13 signs the U.S. stock market is overvalued

Is the United States stock market on the verge of a massive correction? Perhaps it will happen sometime during this administration, or maybe it will happen at the start of the next administration. The timing of shares plummeting can never be accurately predicted. But the collapse in stock market values will occur.

Last week, it was reported that a strong majority of fund managers concurred that stocks are the most overvalued they have been since the dot-com era. Eighty-one percent of fund managers noted that not only are stocks overvalued but they also believe a March or April risk rally pause may unfold.

You have companies receiving multi-billion-dollar initial public offerings (IPOs), even though they have yet to turn over a penny in profits. When the results of the study were released, American stocks suffered their worst day in 2017 – is this a sign that the bull market is set to transform into a bear one?

Like the dot-com bubble and the days leading up to the economic collapse, there are financial experts today who still purport that this bull run will last for years, and if a correction will happen then it will only be a couple of percentage points.

Why? Because this one is different, dammit!

Don’t think the stock market is overvalued? Here are 13 signs to show that the U.S. stock market is overvalued:

1. The total market capitalization of the Wilshire 5000 index as a percentage of the U.S. gross domestic product (GDP) is more than 120 percent, which is much higher than the 45-year average of 75 percent.

2. The spread in the benchmark between Treasury bond yields and junk bond yields has cratered to roughly 400 basis points, down from 800 basis points in 2016.

3. It was noted last month that the yield on C+++ corporate bonds has dipped to 10 percent.

4. U.S. businesses have substantially increased their debt loads from about 175 percent 15 years ago to 240 percent today.

5. The market is overvalued by eight percent, according to the price to forward earnings ratio.

6. Looking at the cyclically adjusted price to earnings ratio, or CAPE, which utilizes the 10-year inflation adjusted earnings, will show that the market is overvalued by 52 percent.

7. Ostensibly, the ratio of annual forward dividend to price, otherwise known as the dividend yield, suggests that the market is overvalued by 48 percent.

8. A majority of IPOs since 2015 have been unprofitable.

9. Results from last week’s Investors Intelligence (II) sentiment survey found that the number of bulls decreased to 53.4 percent, the lowest level since the U.S. presidential election.
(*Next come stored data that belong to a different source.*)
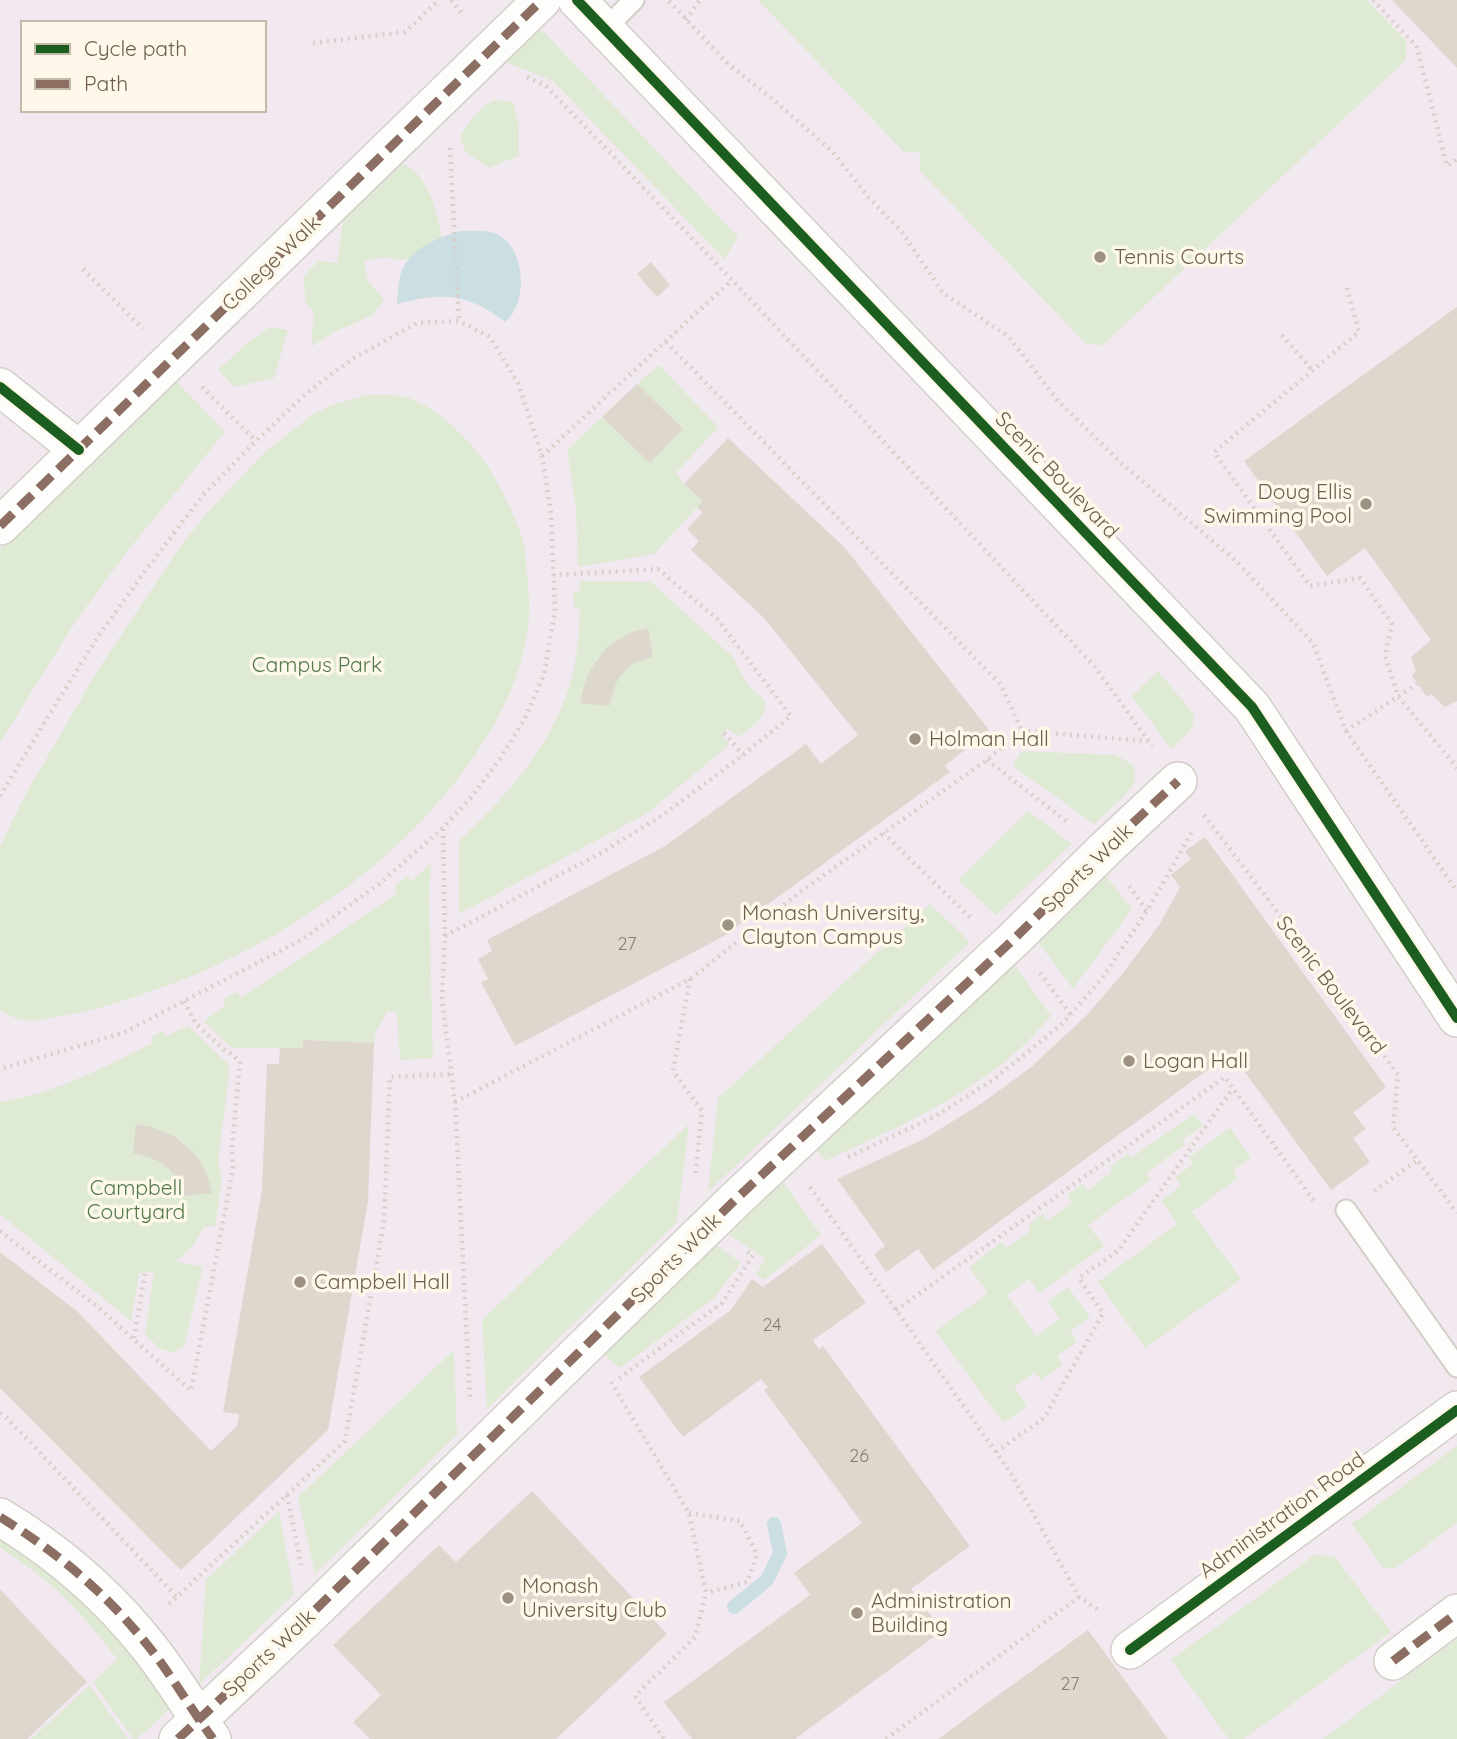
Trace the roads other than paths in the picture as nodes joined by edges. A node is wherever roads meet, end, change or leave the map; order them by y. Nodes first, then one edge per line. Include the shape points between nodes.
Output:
1 (542, 0) edge
2 (578, 0) edge
3 (634, 0) edge
4 (606, 29) junction
5 (0, 387) edge
6 (79, 450) junction
7 (0, 526) edge
8 (1178, 781) road end
9 (1457, 1018) edge
10 (1346, 1210) road end
11 (1457, 1367) edge
12 (1457, 1410) edge
13 (0, 1517) edge
14 (1457, 1613) edge
15 (1130, 1650) dead end
16 (1393, 1661) dead end
17 (197, 1732) edge

1 - 6 street, College Walk
2 - 4 street, Scenic Boulevard
3 - 4 lane
4 - 9 street, Scenic Boulevard via 1252,707
5 - 6 street
6 - 7 street, College Walk
8 - 17 street, Sports Walk via 472,1456
10 - 11 lane
12 - 15 street, Administration Road
13 - 17 street via 63,1559 138,1633 174,1682
14 - 16 street

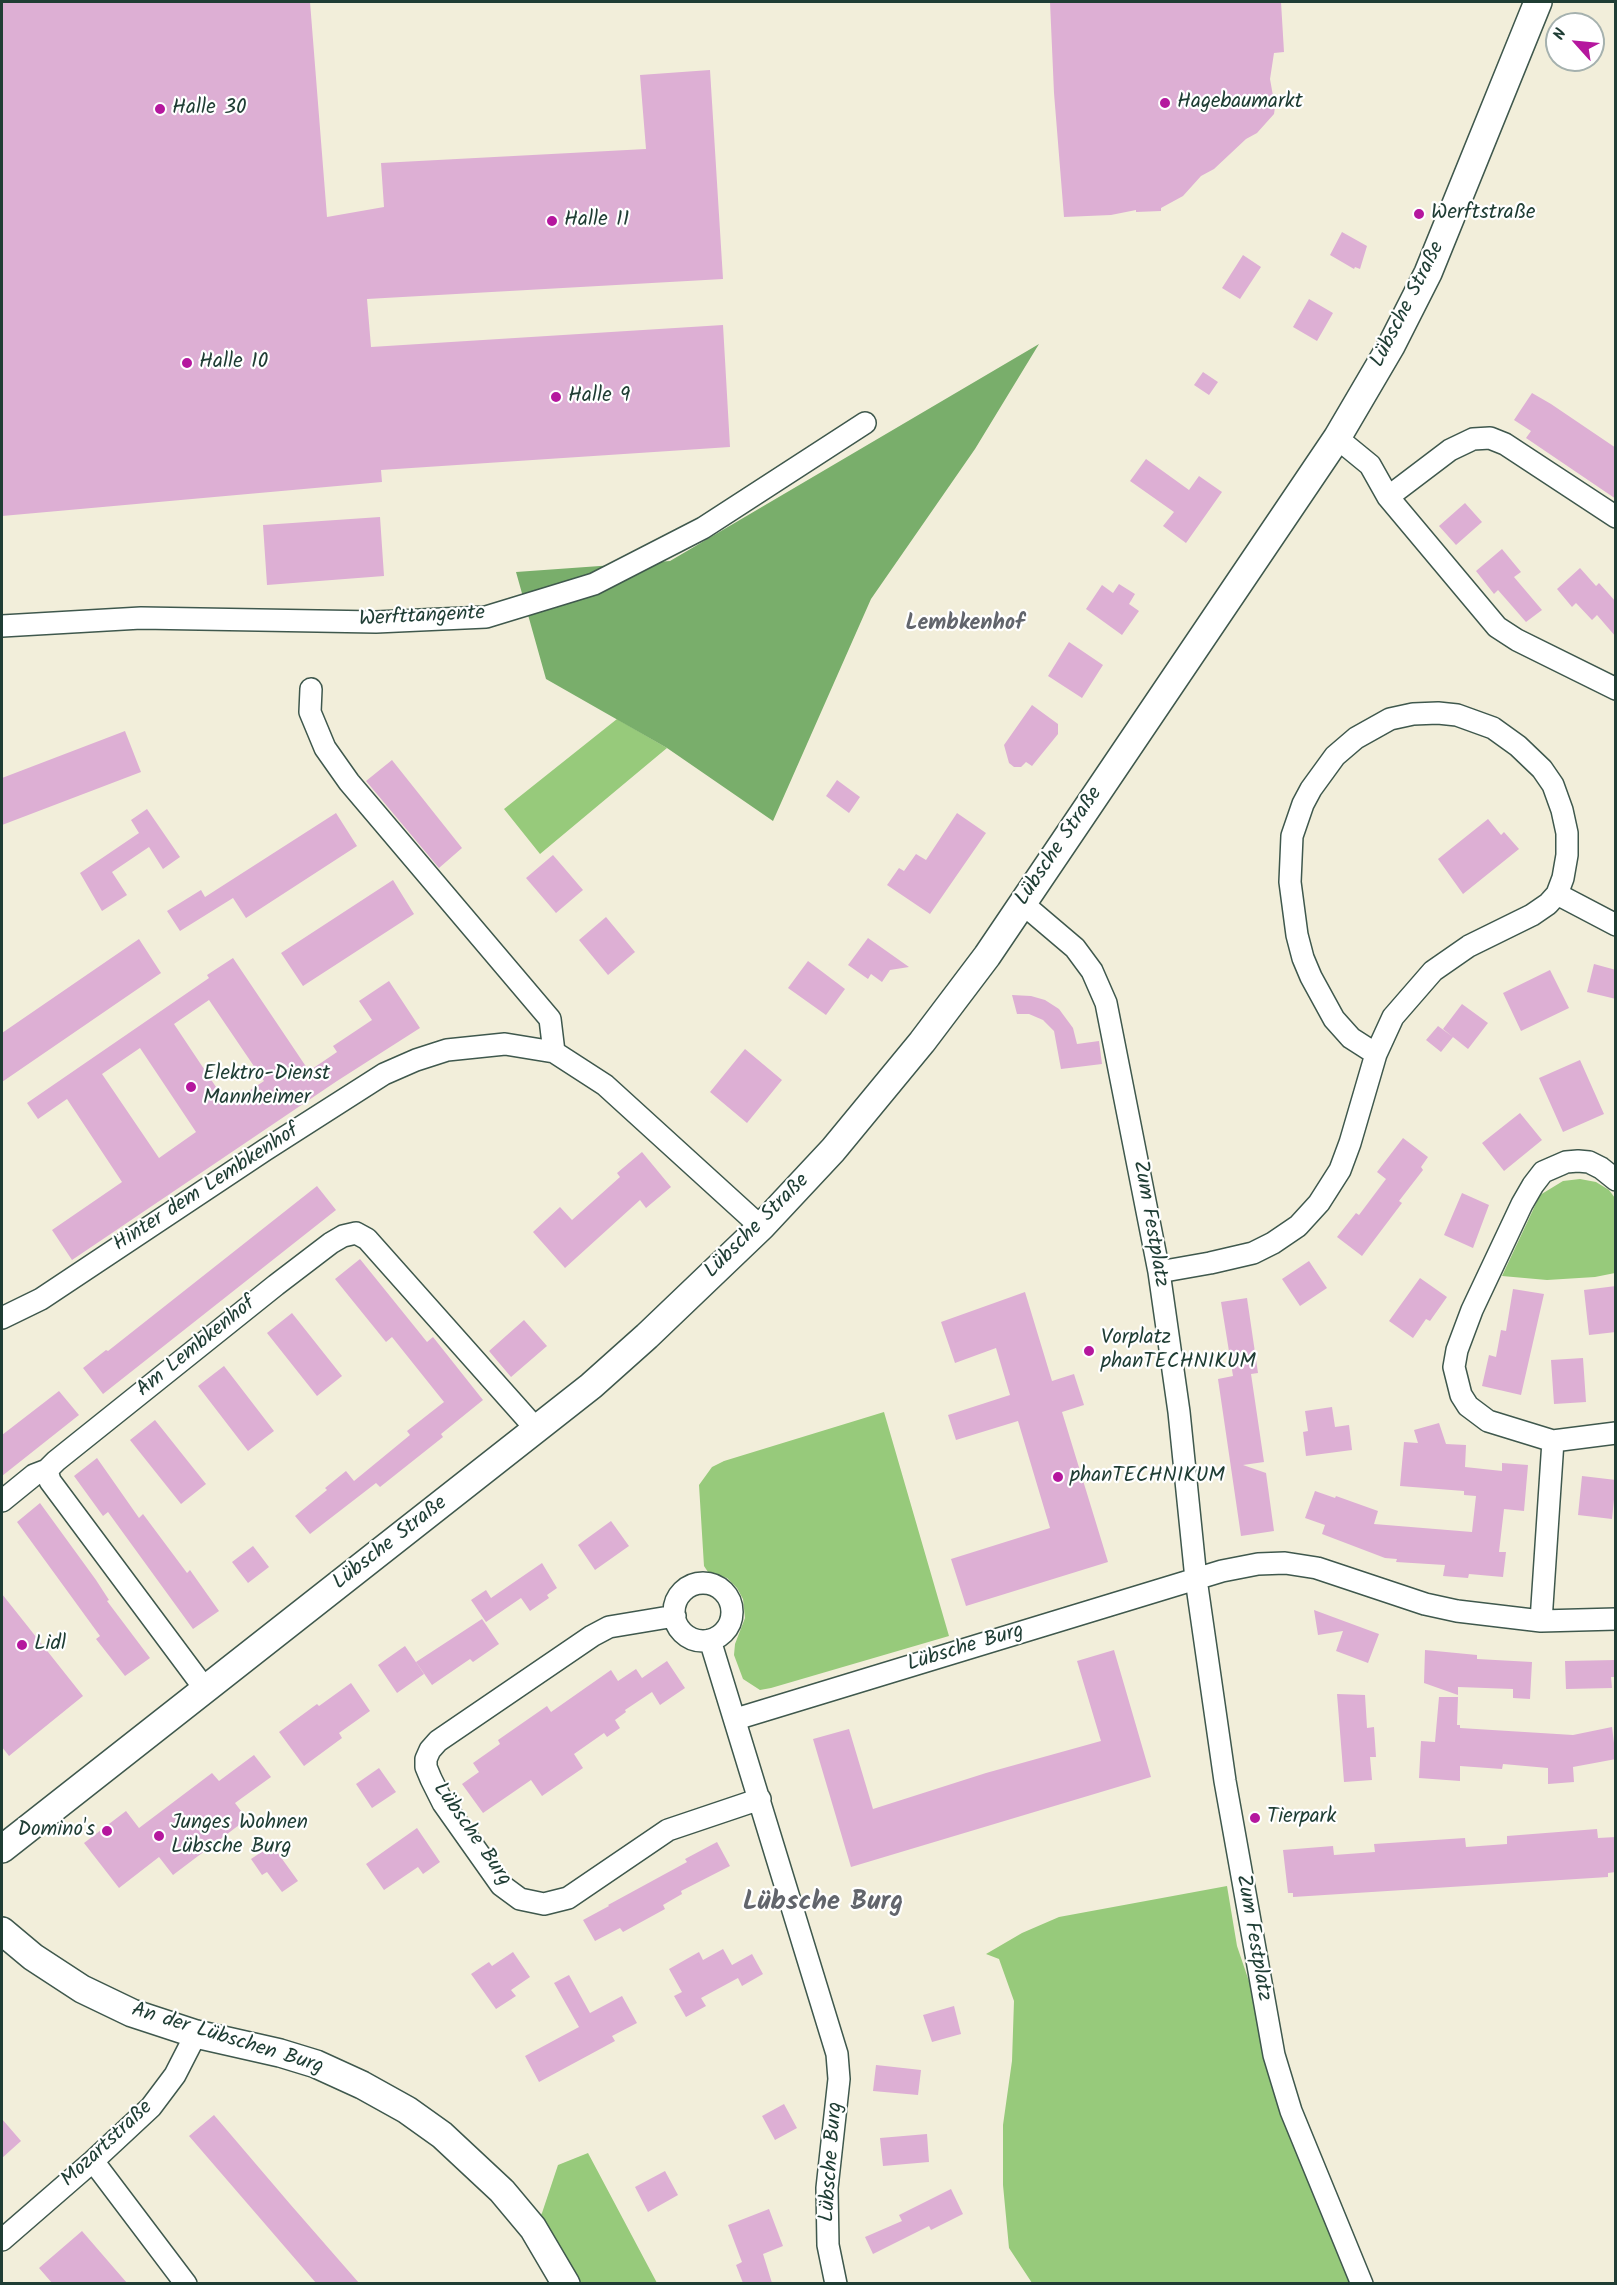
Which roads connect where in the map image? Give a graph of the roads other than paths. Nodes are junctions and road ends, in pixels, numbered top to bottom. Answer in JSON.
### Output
{"nodes":[{"id":1,"x":1538,"y":2,"type":"edge"},
{"id":2,"x":865,"y":423,"type":"dead end"},
{"id":3,"x":1337,"y":438,"type":"junction"},
{"id":4,"x":1388,"y":497,"type":"junction"},
{"id":5,"x":1616,"y":517,"type":"edge"},
{"id":6,"x":2,"y":626,"type":"edge"},
{"id":7,"x":310,"y":689,"type":"dead end"},
{"id":8,"x":1616,"y":689,"type":"edge"},
{"id":9,"x":1557,"y":894,"type":"junction"},
{"id":10,"x":1022,"y":903,"type":"junction"},
{"id":11,"x":1616,"y":925,"type":"edge"},
{"id":12,"x":554,"y":1052,"type":"junction"},
{"id":13,"x":1376,"y":1054,"type":"junction"},
{"id":14,"x":1616,"y":1180,"type":"edge"},
{"id":15,"x":761,"y":1227,"type":"junction"},
{"id":16,"x":1159,"y":1272,"type":"junction"},
{"id":17,"x":2,"y":1318,"type":"edge"},
{"id":18,"x":537,"y":1430,"type":"junction"},
{"id":19,"x":1616,"y":1433,"type":"edge"},
{"id":20,"x":1553,"y":1441,"type":"junction"},
{"id":21,"x":47,"y":1470,"type":"junction"},
{"id":22,"x":2,"y":1501,"type":"edge"},
{"id":23,"x":1196,"y":1579,"type":"junction"},
{"id":24,"x":675,"y":1616,"type":"junction"},
{"id":25,"x":1616,"y":1619,"type":"edge"},
{"id":26,"x":1541,"y":1621,"type":"junction"},
{"id":27,"x":710,"y":1641,"type":"junction"},
{"id":28,"x":206,"y":1689,"type":"junction"},
{"id":29,"x":736,"y":1719,"type":"junction"},
{"id":30,"x":760,"y":1799,"type":"junction"},
{"id":31,"x":2,"y":1849,"type":"edge"},
{"id":32,"x":2,"y":1931,"type":"edge"},
{"id":33,"x":196,"y":2034,"type":"junction"},
{"id":34,"x":93,"y":2161,"type":"junction"},
{"id":35,"x":2,"y":2240,"type":"edge"},
{"id":36,"x":186,"y":2283,"type":"edge"},
{"id":37,"x":566,"y":2283,"type":"edge"},
{"id":38,"x":837,"y":2283,"type":"edge"},
{"id":39,"x":1362,"y":2283,"type":"edge"}],
"edges":[{"from":1,"to":3,"type":"street","name":"Lübsche Straße"},
{"from":2,"to":6,"type":"street","name":"Werfttangente"},
{"from":3,"to":4,"type":"street"},
{"from":3,"to":10,"type":"street","name":"Lübsche Straße"},
{"from":4,"to":5,"type":"street"},
{"from":4,"to":8,"type":"street"},
{"from":7,"to":12,"type":"street"},
{"from":9,"to":11,"type":"street"},
{"from":9,"to":13,"type":"street"},
{"from":9,"to":13,"type":"street"},
{"from":10,"to":15,"type":"street","name":"Lübsche Straße"},
{"from":10,"to":16,"type":"street","name":"Zum Festplatz"},
{"from":12,"to":15,"type":"street","name":"Hinter dem Lembkenhof"},
{"from":12,"to":17,"type":"street","name":"Hinter dem Lembkenhof"},
{"from":13,"to":16,"type":"street"},
{"from":14,"to":20,"type":"street"},
{"from":15,"to":18,"type":"street","name":"Lübsche Straße"},
{"from":16,"to":23,"type":"street","name":"Zum Festplatz"},
{"from":18,"to":21,"type":"street","name":"Am Lembkenhof"},
{"from":18,"to":28,"type":"street","name":"Lübsche Straße"},
{"from":19,"to":20,"type":"street"},
{"from":20,"to":26,"type":"street"},
{"from":21,"to":22,"type":"street"},
{"from":21,"to":28,"type":"street"},
{"from":23,"to":26,"type":"street"},
{"from":23,"to":29,"type":"street","name":"Lübsche Burg"},
{"from":23,"to":39,"type":"street","name":"Zum Festplatz"},
{"from":24,"to":27,"type":"street"},
{"from":24,"to":27,"type":"street"},
{"from":24,"to":30,"type":"street","name":"Lübsche Burg"},
{"from":25,"to":26,"type":"street"},
{"from":27,"to":29,"type":"street","name":"Lübsche Burg"},
{"from":28,"to":31,"type":"street","name":"Lübsche Straße"},
{"from":29,"to":30,"type":"street","name":"Lübsche Burg"},
{"from":30,"to":38,"type":"street","name":"Lübsche Burg"},
{"from":32,"to":33,"type":"street","name":"An der Lübschen Burg"},
{"from":33,"to":34,"type":"street","name":"Mozartstraße"},
{"from":33,"to":37,"type":"street","name":"An der Lübschen Burg"},
{"from":34,"to":35,"type":"street","name":"Mozartstraße"},
{"from":34,"to":36,"type":"street"}]}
The same survey also found that nearly one-third are expecting a correction.

10. The same II sentiment survey discovered that the number of bears surged to 17.5 percent.

11. Last week, the 12-month price-earnings ratio has jumped to above 21, the highest since 2005.

12. Margin debt – the amount of money lent out for investment – is hovering around at an all-time high.

13. The activity level for mergers and acquisitions (M&A) has hit $2.2 trillion. When was the last time it was this high? The year 2007, when it was worth $2 trillion. Also, 2016 was the first annual rise since 2007.

Is it time for another “irrational exuberance” speech from former Federal Reserve Chair Alan Greenspan?

The Dow Jones has topped 20,000 points, the NASDAQ and S&P 500 are surging, and everyone expects the bull run to last forever. These are great times, where the champagne flows from the heavens and everyone gets kissed.

The only difference with this overvalued stock market compared to previous ones is the number of first-time investors. Unlike other bull runs, either in the U.S. or abroad, young, novice investors are still apprehensive about parking their money in the stock market.

Aside from that, this is the typical Fed-induced bubble stock market: unprofitable companies with billion-dollar valuations, indexes making record highs and analysts that believe bulls can run an eternal stampede.

With the money supply moderating, interest rates beginning to rise and stocks at all-time highs, a correction is imminent. It is time to be ready for such a scenario.